Aim of the task:
Report how many lines of the material contain the string "dead". Add nothing beyond the number.

Entries supplied:
☆ ☆ ☆
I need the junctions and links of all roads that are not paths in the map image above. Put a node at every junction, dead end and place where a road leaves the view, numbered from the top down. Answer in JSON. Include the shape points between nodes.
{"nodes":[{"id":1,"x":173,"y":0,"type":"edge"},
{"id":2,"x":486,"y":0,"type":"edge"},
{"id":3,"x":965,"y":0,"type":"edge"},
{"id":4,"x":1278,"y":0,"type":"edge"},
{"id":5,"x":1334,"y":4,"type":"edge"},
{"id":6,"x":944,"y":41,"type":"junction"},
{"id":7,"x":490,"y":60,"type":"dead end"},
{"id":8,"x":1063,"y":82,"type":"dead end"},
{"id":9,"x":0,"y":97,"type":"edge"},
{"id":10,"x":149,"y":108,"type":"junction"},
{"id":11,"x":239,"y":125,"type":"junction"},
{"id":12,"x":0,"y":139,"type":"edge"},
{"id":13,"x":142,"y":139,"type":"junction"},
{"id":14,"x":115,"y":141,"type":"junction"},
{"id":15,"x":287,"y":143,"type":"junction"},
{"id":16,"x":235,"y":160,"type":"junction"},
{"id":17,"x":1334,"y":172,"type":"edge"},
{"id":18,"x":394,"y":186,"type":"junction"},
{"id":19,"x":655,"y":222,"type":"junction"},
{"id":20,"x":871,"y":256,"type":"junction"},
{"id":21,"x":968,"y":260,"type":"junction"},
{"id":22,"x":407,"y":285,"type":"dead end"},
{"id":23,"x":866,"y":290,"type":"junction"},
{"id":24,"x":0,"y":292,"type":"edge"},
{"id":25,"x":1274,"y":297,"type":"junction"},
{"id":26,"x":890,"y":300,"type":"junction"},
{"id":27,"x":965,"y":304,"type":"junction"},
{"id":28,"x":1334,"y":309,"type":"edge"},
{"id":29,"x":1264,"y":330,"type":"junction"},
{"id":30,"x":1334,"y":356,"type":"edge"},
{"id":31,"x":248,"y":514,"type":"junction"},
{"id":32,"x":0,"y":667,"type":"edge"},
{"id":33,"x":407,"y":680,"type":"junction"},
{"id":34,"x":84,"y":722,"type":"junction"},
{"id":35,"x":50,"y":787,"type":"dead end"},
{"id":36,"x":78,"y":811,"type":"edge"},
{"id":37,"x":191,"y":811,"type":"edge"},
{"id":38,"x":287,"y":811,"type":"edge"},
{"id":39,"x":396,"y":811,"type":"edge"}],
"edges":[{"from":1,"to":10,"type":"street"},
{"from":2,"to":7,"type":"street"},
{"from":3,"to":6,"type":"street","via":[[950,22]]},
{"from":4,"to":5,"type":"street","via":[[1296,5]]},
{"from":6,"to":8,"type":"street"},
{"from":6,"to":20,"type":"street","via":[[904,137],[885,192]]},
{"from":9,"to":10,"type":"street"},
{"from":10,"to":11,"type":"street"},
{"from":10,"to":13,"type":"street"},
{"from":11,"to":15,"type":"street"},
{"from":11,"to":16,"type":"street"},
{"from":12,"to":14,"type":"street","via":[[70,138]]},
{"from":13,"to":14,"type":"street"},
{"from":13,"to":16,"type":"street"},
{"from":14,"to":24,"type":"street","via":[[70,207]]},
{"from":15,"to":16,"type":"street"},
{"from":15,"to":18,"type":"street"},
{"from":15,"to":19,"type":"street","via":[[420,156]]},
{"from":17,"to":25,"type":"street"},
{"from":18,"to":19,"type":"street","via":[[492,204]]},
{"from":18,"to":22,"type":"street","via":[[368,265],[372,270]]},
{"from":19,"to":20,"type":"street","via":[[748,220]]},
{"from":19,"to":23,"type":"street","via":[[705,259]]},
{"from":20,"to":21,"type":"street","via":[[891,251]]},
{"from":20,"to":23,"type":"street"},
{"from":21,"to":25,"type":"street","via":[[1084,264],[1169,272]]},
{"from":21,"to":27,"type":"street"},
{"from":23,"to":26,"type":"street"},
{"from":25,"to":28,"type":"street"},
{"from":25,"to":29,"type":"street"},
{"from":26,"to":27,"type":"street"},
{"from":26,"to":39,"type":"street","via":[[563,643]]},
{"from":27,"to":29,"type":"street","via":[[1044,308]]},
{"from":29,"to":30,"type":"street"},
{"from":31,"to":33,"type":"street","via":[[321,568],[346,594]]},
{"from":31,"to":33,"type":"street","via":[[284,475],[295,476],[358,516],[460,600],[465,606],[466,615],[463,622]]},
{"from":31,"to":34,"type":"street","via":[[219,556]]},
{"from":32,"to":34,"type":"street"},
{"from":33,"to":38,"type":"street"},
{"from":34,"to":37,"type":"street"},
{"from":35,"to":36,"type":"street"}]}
☆ ☆ ☆
Answer for the task:
5